Achieving a Complete View of your Customer – Part 2

Combining Complex Data Systems

When we left off in “How to Combine Complex Data Systems Part 1” we had completed the customering process for a client, finding a single record to represent an individual, and assigning a key id, and were left with one task householding.

Householding can be a more complicated procedure. Once we have contact information, i.e. address, we can start to group customers based on physical address (this is only for retail customers; businesses are treated differently; more on that in a moment). This way we can identify Ben Armstrong and Ben Armstrong Jr as living at the same address; if we want to target households instead of individuals, then we can send a single marketing item to the head of household, rather than each individual.
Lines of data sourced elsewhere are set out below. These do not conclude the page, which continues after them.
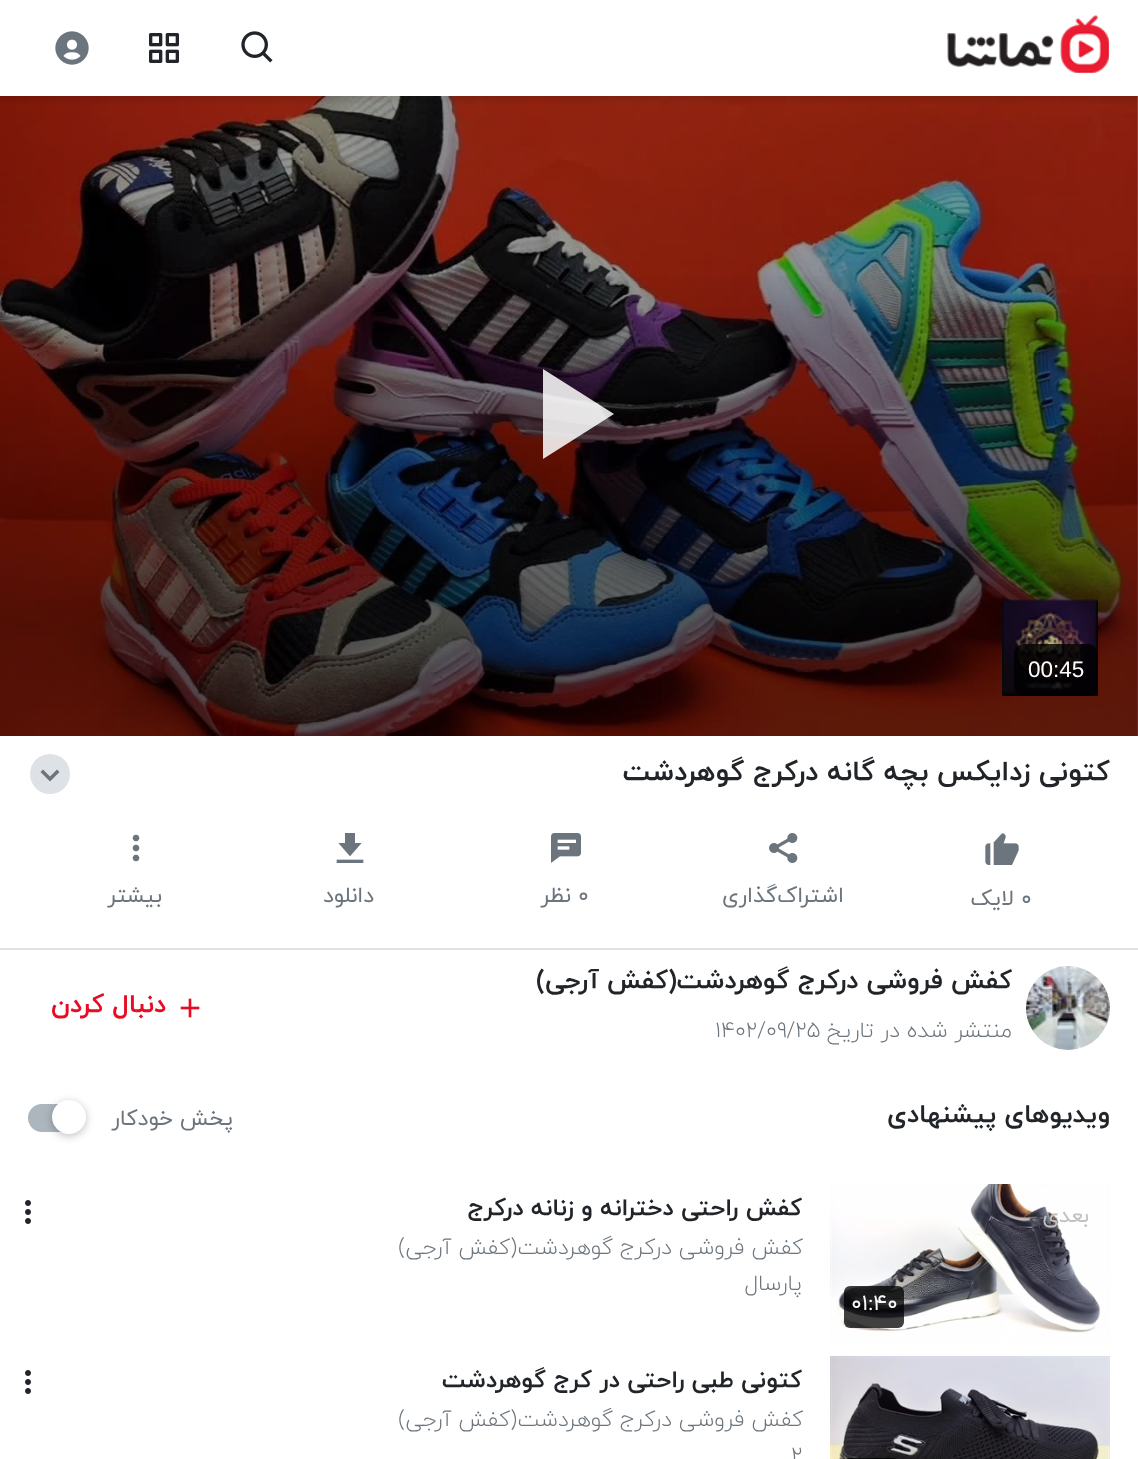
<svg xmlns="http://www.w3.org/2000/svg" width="1138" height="1459">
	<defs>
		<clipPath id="clip1"><rect x="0" y="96" width="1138" height="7" /></clipPath>
		<linearGradient id="g1" gradientUnits="userSpaceOnUse" x1="569" y1="256" x2="569" y2="736"><stop offset="0" stop-color="#000000" stop-opacity="0" /><stop offset="0.77" stop-color="#000000" stop-opacity="0.4" /><stop offset="1" stop-color="#000000" stop-opacity="0.4" /></linearGradient>
	</defs>
	<rect width="100%" height="100%" fill="#FFFFFF" />
	<image x="0" y="96" width="1138" height="640" href="assets/img5.png" />
	<g clip-path="url(#clip1)">
		<rect x="0" y="4" width="1138" height="96" fill="#000000" fill-opacity="0.1" filter="blur(3px)" />
	</g>
	<image x="947" y="15" width="163" height="59" href="assets/img1.png" />
	<image x="241" y="31" width="32" height="32" href="assets/img2.png" />
	<image x="149" y="33" width="30" height="30" href="assets/img3.png" />
	<image x="55" y="31" width="34" height="34" href="assets/img4.png" />
	<rect x="0" y="276" width="1138" height="460" fill="url(#g1)" />
	<path d="M543 369V459L614 414Z" fill="#FFFFFF" fill-opacity="0.85" />
	<image x="1002" y="599" width="96" height="97" href="assets/img6.png" />
	<rect x="1014" y="644" width="84" height="52" rx="10" fill="#000000" fill-opacity="0.8" />
	<text x="1028" y="677" font-family="Liberation Sans" font-size="22.5" fill="#FFFFFF">00:45</text>
	<text x="1110" y="780" font-family="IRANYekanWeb" font-size="28" font-weight="700" direction="rtl" fill="#212529">کتونی زدایکس بچه گانه درکرج گوهردشت</text>
	<circle cx="50" cy="774" r="20" fill="#DEE2E6" />
	<path d="M57 769.5L50 776.5L43 769.5L40.5 772L50 781.5L59.5 772Z" fill="#6C757D" />
	<image x="985" y="833" width="34" height="32" href="assets/img7.png" />
	<text x="1021" y="905" font-family="IRANYekanWeb" font-size="22" fill="#6C757D">۰</text>
	<text x="1014" y="905" font-family="IRANYekanWeb" font-size="22" direction="rtl" fill="#6C757D">لایک</text>
	<image x="769" y="833" width="29" height="30" href="assets/img8.png" />
	<text x="844" y="902" font-family="IRANYekanWeb" font-size="22" direction="rtl" fill="#6C757D">اشتراک‌گذاری</text>
	<image x="551" y="833" width="30" height="30" href="assets/img9.png" />
	<text x="578" y="902" font-family="IRANYekanWeb" font-size="22" fill="#6C757D">۰</text>
	<text x="571" y="902" font-family="IRANYekanWeb" font-size="22" direction="rtl" fill="#6C757D">نظر</text>
	<image x="336" y="833" width="28" height="30" href="assets/img10.png" />
	<text x="374" y="902" font-family="IRANYekanWeb" font-size="22" direction="rtl" fill="#6C757D">دانلود</text>
	<image x="132" y="834" width="8" height="28" href="assets/img11.png" />
	<text x="162" y="902" font-family="IRANYekanWeb" font-size="22" direction="rtl" fill="#6C757D">بیشتر</text>
	<rect x="0" y="948" width="1138" height="2" fill="#DEE2E6" />
	<circle cx="1068" cy="1008" r="42" fill="#E9ECEF" />
	<image x="1026" y="966" width="84" height="84" href="assets/img12.png" />
	<text x="1012" y="988" font-family="IRANYekanWeb" font-size="26" font-weight="700" direction="rtl" fill="#212529">کفش فروشی درکرج گوهردشت(کفش آرجی)</text>
	<text x="1012" y="1037" font-family="IRANYekanWeb" font-size="22" font-weight="300" direction="rtl" fill="#6C757D">منتشر شده در تاریخ</text>
	<text x="715" y="1037" font-family="IRANYekanWeb" font-size="22" font-weight="300" fill="#6C757D">۱۴۰۲/۰۹/۲۵</text>
	<image x="180" y="998" width="20" height="20" href="assets/img13.png" />
	<text x="166" y="1012" font-family="IRANYekanWeb" font-size="26" font-weight="700" direction="rtl" fill="#E70C24">دنبال کردن</text>
	<text x="1110" y="1122" font-family="IRANYekanWeb" font-size="26" font-weight="700" direction="rtl" fill="#212529">ویدیوهای پیشنهادی</text>
	<rect x="28" y="1104" width="56" height="28" rx="14" fill="#ADB5BD" />
	<rect x="52" y="1102" width="34" height="34" rx="17" fill="#000000" fill-opacity="0.25" filter="blur(4px)" />
	<circle cx="69" cy="1117" r="17" fill="#FFFFFF" />
	<text x="233" y="1125" font-family="IRANYekanWeb" font-size="22" direction="rtl" fill="#6C757D">پخش خودکار</text>
	<image x="830" y="1184" width="280" height="158" href="assets/img14.png" />
	<text x="1089" y="1222" font-family="IRANYekanWeb" font-size="22" direction="rtl" fill="#C3C1C3">بعدی</text>
	<rect x="844" y="1286" width="60" height="42" rx="6" fill="#000000" fill-opacity="0.75" />
	<text x="851" y="1310" font-family="IRANYekanWeb" font-size="22" fill="#F8F9FA">۰۱:۴۰</text>
	<text x="802" y="1215" font-family="IRANYekanWeb" font-size="24" font-weight="700" direction="rtl" fill="#212529">کفش راحتی دخترانه و زنانه درکرج</text>
	<image x="25" y="1200" width="6" height="24" href="assets/img15.png" />
	<g font-family="IRANYekanWeb" font-size="22" font-weight="300" direction="rtl" fill="#6C757D">
		<text x="803" y="1254">کفش فروشی درکرج گوهردشت(کفش آرجی)</text>
		<text x="802" y="1290">پارسال</text>
	</g>
	<image x="830" y="1356" width="280" height="103" href="assets/img16.png" />
	<rect x="844" y="1458" width="54" height="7" rx="6" fill="#000000" fill-opacity="0.75" />
	<text x="802" y="1387" font-family="IRANYekanWeb" font-size="24" font-weight="700" direction="rtl" fill="#212529">کتونی طبی راحتی در کرج گوهردشت</text>
	<image x="25" y="1370" width="6" height="24" href="assets/img15.png" />
	<text x="803" y="1426" font-family="IRANYekanWeb" font-size="22" font-weight="300" direction="rtl" fill="#6C757D">کفش فروشی درکرج گوهردشت(کفش آرجی)</text>
	<text x="791" y="1462" font-family="IRANYekanWeb" font-size="22" font-weight="300" fill="#6C757D">۲</text>
</svg>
Like the accounts and parties, households are given keys to identify them.

While doing this initially is pretty straightforward, it gets complicated when we have new data. For example, John Smith and Mary live together in our system. If they move to a new address, do they get a new key, or do they keep their existing key? From a marketing point of view, it makes sense for them to keep their key, since the key is really just an arbitrary id used to recognize that they live together. However, what if they move into an address that already exists as belonging to someone else? What if John and Mary move apart; who should keep the key? Either one, neither? These were issues that were resolved by trying to keep end use in mind.  Our client wanted to use this new system for marketing.  Therefore, we continually focused on how to best set up the system to provide the most value to marketing.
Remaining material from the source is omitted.